#### TRY IT
What is needed is an exact transcription of every record.

======== RECORDS FOR THE EXERCISE

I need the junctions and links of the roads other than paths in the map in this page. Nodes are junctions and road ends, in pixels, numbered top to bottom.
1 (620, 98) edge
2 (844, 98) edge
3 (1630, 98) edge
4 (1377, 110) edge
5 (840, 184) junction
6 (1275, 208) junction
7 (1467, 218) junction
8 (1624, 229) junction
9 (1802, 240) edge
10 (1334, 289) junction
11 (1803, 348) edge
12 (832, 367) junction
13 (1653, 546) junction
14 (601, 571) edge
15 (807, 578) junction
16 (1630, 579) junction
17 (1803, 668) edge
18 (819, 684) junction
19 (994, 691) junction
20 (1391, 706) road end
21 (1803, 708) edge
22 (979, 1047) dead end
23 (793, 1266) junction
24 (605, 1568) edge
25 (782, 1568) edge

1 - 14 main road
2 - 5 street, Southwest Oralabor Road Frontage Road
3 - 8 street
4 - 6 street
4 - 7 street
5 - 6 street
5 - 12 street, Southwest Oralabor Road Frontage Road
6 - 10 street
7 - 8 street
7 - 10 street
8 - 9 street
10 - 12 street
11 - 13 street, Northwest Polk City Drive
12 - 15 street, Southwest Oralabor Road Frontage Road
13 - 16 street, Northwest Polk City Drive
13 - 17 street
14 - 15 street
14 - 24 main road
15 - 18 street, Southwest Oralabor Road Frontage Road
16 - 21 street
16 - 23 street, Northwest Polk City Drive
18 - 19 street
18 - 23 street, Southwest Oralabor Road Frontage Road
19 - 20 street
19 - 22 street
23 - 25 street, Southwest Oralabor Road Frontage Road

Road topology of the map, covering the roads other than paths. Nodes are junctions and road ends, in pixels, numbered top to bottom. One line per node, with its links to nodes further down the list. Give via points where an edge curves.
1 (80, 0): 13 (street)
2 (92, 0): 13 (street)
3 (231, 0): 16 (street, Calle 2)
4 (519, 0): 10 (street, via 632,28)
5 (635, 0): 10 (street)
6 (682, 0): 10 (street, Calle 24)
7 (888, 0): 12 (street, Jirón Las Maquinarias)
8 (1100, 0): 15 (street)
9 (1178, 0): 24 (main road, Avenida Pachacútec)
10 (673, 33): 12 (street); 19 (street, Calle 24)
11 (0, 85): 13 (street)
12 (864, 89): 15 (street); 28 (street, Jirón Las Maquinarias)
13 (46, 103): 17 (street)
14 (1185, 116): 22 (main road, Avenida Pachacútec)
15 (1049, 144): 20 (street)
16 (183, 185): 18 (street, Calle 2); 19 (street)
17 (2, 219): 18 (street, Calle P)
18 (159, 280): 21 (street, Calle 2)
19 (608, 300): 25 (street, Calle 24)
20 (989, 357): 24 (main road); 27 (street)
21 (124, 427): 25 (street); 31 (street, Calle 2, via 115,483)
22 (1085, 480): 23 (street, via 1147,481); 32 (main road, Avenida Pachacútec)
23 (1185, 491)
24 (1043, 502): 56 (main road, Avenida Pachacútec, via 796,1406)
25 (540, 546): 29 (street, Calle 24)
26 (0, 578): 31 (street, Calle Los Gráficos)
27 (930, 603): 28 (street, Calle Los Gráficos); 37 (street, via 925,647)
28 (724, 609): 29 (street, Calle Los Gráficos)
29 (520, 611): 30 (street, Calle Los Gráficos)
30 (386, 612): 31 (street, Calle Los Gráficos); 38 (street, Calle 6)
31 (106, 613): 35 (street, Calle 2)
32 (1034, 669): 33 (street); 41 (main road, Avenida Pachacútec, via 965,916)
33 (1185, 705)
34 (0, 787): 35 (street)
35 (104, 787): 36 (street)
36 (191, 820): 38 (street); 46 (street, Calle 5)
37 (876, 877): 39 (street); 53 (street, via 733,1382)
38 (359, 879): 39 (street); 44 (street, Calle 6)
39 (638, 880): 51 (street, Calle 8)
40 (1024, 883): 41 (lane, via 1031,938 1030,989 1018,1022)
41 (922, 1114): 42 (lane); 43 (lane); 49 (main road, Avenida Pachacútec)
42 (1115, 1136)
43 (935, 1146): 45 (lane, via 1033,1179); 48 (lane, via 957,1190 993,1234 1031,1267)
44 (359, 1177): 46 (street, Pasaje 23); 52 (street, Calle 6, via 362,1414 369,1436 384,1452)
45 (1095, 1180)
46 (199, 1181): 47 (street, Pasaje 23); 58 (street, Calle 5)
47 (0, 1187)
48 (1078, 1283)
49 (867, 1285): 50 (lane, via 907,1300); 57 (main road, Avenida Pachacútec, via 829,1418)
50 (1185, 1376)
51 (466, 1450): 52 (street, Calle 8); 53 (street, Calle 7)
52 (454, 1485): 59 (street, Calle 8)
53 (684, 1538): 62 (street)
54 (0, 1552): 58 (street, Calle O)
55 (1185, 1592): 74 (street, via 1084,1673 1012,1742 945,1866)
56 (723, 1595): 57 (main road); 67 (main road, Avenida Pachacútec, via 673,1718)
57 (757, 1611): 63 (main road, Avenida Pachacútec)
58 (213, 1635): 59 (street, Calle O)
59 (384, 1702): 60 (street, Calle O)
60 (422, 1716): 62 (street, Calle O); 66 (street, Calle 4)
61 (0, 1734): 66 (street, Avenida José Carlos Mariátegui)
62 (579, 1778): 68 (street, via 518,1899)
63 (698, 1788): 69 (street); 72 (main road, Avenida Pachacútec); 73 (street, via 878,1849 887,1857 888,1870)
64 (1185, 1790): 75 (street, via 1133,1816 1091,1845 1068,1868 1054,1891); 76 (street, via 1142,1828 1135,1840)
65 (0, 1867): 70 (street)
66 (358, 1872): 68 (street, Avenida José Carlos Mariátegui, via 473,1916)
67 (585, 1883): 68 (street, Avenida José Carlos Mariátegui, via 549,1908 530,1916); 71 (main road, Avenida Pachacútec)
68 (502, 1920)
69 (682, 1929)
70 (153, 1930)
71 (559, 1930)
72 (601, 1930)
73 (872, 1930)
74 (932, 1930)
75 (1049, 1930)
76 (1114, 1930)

================

#### RESPONSE AREA
I need the junctions and links of the roads other than paths in the map in this page. Nodes are junctions and road ends, in pixels, numbered top to bottom.
1 (620, 98) edge
2 (844, 98) edge
3 (1630, 98) edge
4 (1377, 110) edge
5 (840, 184) junction
6 (1275, 208) junction
7 (1467, 218) junction
8 (1624, 229) junction
9 (1802, 240) edge
10 (1334, 289) junction
11 (1803, 348) edge
12 (832, 367) junction
13 (1653, 546) junction
14 (601, 571) edge
15 (807, 578) junction
16 (1630, 579) junction
17 (1803, 668) edge
18 (819, 684) junction
19 (994, 691) junction
20 (1391, 706) road end
21 (1803, 708) edge
22 (979, 1047) dead end
23 (793, 1266) junction
24 (605, 1568) edge
25 (782, 1568) edge

1 - 14 main road
2 - 5 street, Southwest Oralabor Road Frontage Road
3 - 8 street
4 - 6 street
4 - 7 street
5 - 6 street
5 - 12 street, Southwest Oralabor Road Frontage Road
6 - 10 street
7 - 8 street
7 - 10 street
8 - 9 street
10 - 12 street
11 - 13 street, Northwest Polk City Drive
12 - 15 street, Southwest Oralabor Road Frontage Road
13 - 16 street, Northwest Polk City Drive
13 - 17 street
14 - 15 street
14 - 24 main road
15 - 18 street, Southwest Oralabor Road Frontage Road
16 - 21 street
16 - 23 street, Northwest Polk City Drive
18 - 19 street
18 - 23 street, Southwest Oralabor Road Frontage Road
19 - 20 street
19 - 22 street
23 - 25 street, Southwest Oralabor Road Frontage Road

Road topology of the map, covering the roads other than paths. Nodes are junctions and road ends, in pixels, numbered top to bottom. One line per node, with its links to nodes further down the list. Give via points where an edge curves.
1 (80, 0): 13 (street)
2 (92, 0): 13 (street)
3 (231, 0): 16 (street, Calle 2)
4 (519, 0): 10 (street, via 632,28)
5 (635, 0): 10 (street)
6 (682, 0): 10 (street, Calle 24)
7 (888, 0): 12 (street, Jirón Las Maquinarias)
8 (1100, 0): 15 (street)
9 (1178, 0): 24 (main road, Avenida Pachacútec)
10 (673, 33): 12 (street); 19 (street, Calle 24)
11 (0, 85): 13 (street)
12 (864, 89): 15 (street); 28 (street, Jirón Las Maquinarias)
13 (46, 103): 17 (street)
14 (1185, 116): 22 (main road, Avenida Pachacútec)
15 (1049, 144): 20 (street)
16 (183, 185): 18 (street, Calle 2); 19 (street)
17 (2, 219): 18 (street, Calle P)
18 (159, 280): 21 (street, Calle 2)
19 (608, 300): 25 (street, Calle 24)
20 (989, 357): 24 (main road); 27 (street)
21 (124, 427): 25 (street); 31 (street, Calle 2, via 115,483)
22 (1085, 480): 23 (street, via 1147,481); 32 (main road, Avenida Pachacútec)
23 (1185, 491)
24 (1043, 502): 56 (main road, Avenida Pachacútec, via 796,1406)
25 (540, 546): 29 (street, Calle 24)
26 (0, 578): 31 (street, Calle Los Gráficos)
27 (930, 603): 28 (street, Calle Los Gráficos); 37 (street, via 925,647)
28 (724, 609): 29 (street, Calle Los Gráficos)
29 (520, 611): 30 (street, Calle Los Gráficos)
30 (386, 612): 31 (street, Calle Los Gráficos); 38 (street, Calle 6)
31 (106, 613): 35 (street, Calle 2)
32 (1034, 669): 33 (street); 41 (main road, Avenida Pachacútec, via 965,916)
33 (1185, 705)
34 (0, 787): 35 (street)
35 (104, 787): 36 (street)
36 (191, 820): 38 (street); 46 (street, Calle 5)
37 (876, 877): 39 (street); 53 (street, via 733,1382)
38 (359, 879): 39 (street); 44 (street, Calle 6)
39 (638, 880): 51 (street, Calle 8)
40 (1024, 883): 41 (lane, via 1031,938 1030,989 1018,1022)
41 (922, 1114): 42 (lane); 43 (lane); 49 (main road, Avenida Pachacútec)
42 (1115, 1136)
43 (935, 1146): 45 (lane, via 1033,1179); 48 (lane, via 957,1190 993,1234 1031,1267)
44 (359, 1177): 46 (street, Pasaje 23); 52 (street, Calle 6, via 362,1414 369,1436 384,1452)
45 (1095, 1180)
46 (199, 1181): 47 (street, Pasaje 23); 58 (street, Calle 5)
47 (0, 1187)
48 (1078, 1283)
49 (867, 1285): 50 (lane, via 907,1300); 57 (main road, Avenida Pachacútec, via 829,1418)
50 (1185, 1376)
51 (466, 1450): 52 (street, Calle 8); 53 (street, Calle 7)
52 (454, 1485): 59 (street, Calle 8)
53 (684, 1538): 62 (street)
54 (0, 1552): 58 (street, Calle O)
55 (1185, 1592): 74 (street, via 1084,1673 1012,1742 945,1866)
56 (723, 1595): 57 (main road); 67 (main road, Avenida Pachacútec, via 673,1718)
57 (757, 1611): 63 (main road, Avenida Pachacútec)
58 (213, 1635): 59 (street, Calle O)
59 (384, 1702): 60 (street, Calle O)
60 (422, 1716): 62 (street, Calle O); 66 (street, Calle 4)
61 (0, 1734): 66 (street, Avenida José Carlos Mariátegui)
62 (579, 1778): 68 (street, via 518,1899)
63 (698, 1788): 69 (street); 72 (main road, Avenida Pachacútec); 73 (street, via 878,1849 887,1857 888,1870)
64 (1185, 1790): 75 (street, via 1133,1816 1091,1845 1068,1868 1054,1891); 76 (street, via 1142,1828 1135,1840)
65 (0, 1867): 70 (street)
66 (358, 1872): 68 (street, Avenida José Carlos Mariátegui, via 473,1916)
67 (585, 1883): 68 (street, Avenida José Carlos Mariátegui, via 549,1908 530,1916); 71 (main road, Avenida Pachacútec)
68 (502, 1920)
69 (682, 1929)
70 (153, 1930)
71 (559, 1930)
72 (601, 1930)
73 (872, 1930)
74 (932, 1930)
75 (1049, 1930)
76 (1114, 1930)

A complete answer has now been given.